(Task data begins)
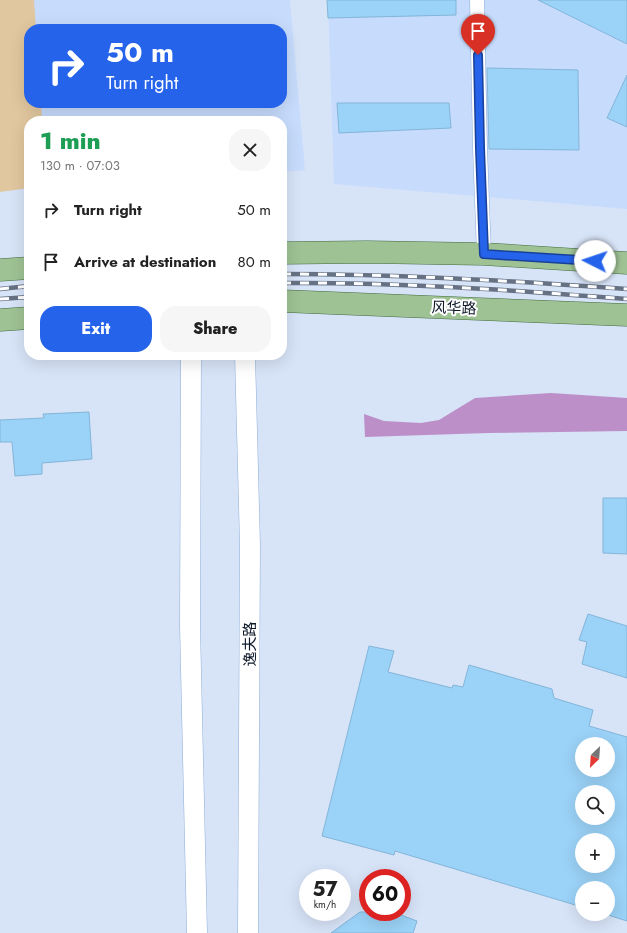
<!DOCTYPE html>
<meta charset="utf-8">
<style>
body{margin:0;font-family:Jost,"Noto Sans SC",sans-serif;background:#f6f6f6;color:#222;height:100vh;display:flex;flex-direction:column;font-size:15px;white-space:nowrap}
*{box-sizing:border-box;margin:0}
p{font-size:13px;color:#767676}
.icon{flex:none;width:22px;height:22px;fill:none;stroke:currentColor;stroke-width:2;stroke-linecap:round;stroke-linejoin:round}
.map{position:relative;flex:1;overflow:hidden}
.side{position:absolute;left:24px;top:116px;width:263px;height:244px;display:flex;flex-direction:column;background:#fff;border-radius:16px;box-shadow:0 4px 16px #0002}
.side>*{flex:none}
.guide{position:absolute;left:24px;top:24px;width:263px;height:84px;border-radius:16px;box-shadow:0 4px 16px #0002;background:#2563eb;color:#fff;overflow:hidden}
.needle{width:26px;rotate:205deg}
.fabs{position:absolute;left:575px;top:737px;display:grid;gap:8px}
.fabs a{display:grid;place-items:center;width:40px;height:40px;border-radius:50%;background:#fff;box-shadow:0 4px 16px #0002;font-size:20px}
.speed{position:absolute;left:299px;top:869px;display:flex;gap:8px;font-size:20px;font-weight:700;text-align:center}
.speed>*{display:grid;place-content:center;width:52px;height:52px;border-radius:50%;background:#fff;box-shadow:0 4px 16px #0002;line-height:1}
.speed small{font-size:10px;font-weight:400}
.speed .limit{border:6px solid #d22;background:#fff;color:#111}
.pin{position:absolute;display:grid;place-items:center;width:34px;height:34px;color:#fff;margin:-41px -17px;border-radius:50% 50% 50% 0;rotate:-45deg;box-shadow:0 0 4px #0007}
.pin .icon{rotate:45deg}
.me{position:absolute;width:44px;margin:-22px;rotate:274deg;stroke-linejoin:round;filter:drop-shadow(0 0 3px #0008)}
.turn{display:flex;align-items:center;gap:14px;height:84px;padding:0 16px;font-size:18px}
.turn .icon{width:52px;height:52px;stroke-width:2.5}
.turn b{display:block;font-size:28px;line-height:34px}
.round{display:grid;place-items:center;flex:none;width:42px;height:42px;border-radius:16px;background:#f6f6f6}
.summary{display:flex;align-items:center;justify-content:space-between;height:68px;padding:0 16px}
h1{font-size:24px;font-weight:800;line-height:30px;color:#1e9e55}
.cta{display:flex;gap:8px;margin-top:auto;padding:8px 16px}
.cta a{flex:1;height:46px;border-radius:16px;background:#2563eb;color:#fff;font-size:16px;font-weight:800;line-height:46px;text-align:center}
.cta a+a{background:#f6f6f6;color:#222}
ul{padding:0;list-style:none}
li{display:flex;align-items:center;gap:12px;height:52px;padding:0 16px}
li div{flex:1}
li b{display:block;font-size:15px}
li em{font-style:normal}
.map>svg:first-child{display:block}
.built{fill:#c7dcfd;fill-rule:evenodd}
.green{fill:#e1c79f}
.water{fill:#bc8fc8}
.building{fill:#9bd2f7;stroke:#83b5d8;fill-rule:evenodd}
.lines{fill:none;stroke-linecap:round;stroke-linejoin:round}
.street-casing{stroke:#8fadda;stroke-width:15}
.secondary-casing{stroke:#8fadda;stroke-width:21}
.primary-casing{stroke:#426c40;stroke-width:23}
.street{stroke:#fff;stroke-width:14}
.secondary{stroke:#fff;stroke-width:20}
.primary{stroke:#9ec294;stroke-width:22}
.rail-casing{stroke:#667183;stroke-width:4.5}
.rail{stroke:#fff;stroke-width:3;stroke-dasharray:9;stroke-linecap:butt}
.route-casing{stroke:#184099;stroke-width:10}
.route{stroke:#2563eb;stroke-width:7}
.labels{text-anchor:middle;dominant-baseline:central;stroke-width:4;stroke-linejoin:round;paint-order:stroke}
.street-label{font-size:15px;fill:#0d1728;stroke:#fff}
</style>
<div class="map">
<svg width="627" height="933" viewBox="0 0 627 933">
<rect width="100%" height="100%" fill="#d7e3f7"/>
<path class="built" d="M0,0H290L305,170L282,172V121H29V189L0,191ZM29,29H282V103H29Z
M328,0H627V209L334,184Z"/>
<path class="green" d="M0,0H34L36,29H29V103H41L42,121H29V188L0,192Z"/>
<path class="water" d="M551,393L627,398V431L488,433L365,437L364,414L384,421L421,423L439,420L475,398Z"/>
<path class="building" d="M327,0H456V15L328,18Z
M538,0H627V44Z
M487,68L578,70L579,150L489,149Z
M627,75V127L607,118Z
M337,103H449L451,128L339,133Z
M89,412L92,459L42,463V474L15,476L12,442H0V420L44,418L43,414Z
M603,498H627V554L603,553Z
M588,614L627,626V678L582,664L587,642L579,640Z
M369,646L394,651L388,672L452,688L453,685L463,687L469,665L552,689L554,698L593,710L589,726L627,737V921L608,915V888H582V907L395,851L394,855L322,836ZM582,744H608V770H582ZM582,792H608V818H582ZM582,840H608V866H582Z
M360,912H393L417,921L413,933H331Z"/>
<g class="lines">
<g class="street-casing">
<path id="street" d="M477,0L480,148L484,254"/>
</g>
<g class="secondary-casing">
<path id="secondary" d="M191,355L190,626L197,933
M245,355L250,545L248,933"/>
</g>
<g class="primary-casing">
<path id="primary" d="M282,253L367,252L484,254L627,263
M0,270L29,268
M282,301L627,315
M0,320L29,318"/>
</g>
<use href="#street" class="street"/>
<use href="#secondary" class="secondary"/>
<use href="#primary" class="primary"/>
<g class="rail-casing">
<path id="rail" d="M282,274C397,274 512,281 627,289
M282,283C397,282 512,290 627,299
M0,289L29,286
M0,299L29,297"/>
</g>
<use href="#rail" class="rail"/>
</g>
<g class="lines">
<g class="route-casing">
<path id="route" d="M478,55L480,148L484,254L595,261"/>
</g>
<use href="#route" class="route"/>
</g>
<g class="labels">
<g class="street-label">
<text transform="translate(454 308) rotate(2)">风华路</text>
<text transform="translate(250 644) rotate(-90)">逸夫路</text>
</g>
</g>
</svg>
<div class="fabs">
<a><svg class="needle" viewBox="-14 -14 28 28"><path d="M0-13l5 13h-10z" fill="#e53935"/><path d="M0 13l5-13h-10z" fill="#767676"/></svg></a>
<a><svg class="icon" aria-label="search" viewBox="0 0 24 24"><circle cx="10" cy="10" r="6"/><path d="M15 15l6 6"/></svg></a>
<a>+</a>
<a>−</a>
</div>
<div class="speed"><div>57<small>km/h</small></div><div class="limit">60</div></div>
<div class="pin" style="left:478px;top:55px;background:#d93025"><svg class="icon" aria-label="arrive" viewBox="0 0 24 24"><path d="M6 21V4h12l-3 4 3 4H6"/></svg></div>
<svg class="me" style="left:595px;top:261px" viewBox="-20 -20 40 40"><circle r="19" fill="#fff"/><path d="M0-13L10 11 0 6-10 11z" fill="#2563eb"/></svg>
<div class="guide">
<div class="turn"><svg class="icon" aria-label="right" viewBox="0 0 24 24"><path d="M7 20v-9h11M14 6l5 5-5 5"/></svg><div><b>50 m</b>Turn right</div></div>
</div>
<section class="side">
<div class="summary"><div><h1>1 min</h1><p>130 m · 07:03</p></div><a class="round"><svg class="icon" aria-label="close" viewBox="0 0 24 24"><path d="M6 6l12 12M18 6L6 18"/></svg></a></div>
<ul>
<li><svg class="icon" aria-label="right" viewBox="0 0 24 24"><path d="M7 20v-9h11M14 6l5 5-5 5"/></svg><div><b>Turn right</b></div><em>50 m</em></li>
<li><svg class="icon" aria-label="arrive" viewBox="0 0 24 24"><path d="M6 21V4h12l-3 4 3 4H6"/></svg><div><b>Arrive at destination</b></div><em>80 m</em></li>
</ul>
<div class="cta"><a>Exit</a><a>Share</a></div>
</section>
</div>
(Task data ends)
## What this task involves
For the records above, give the number of lines that include the string "hidden", with nothing added.

## The completed task
2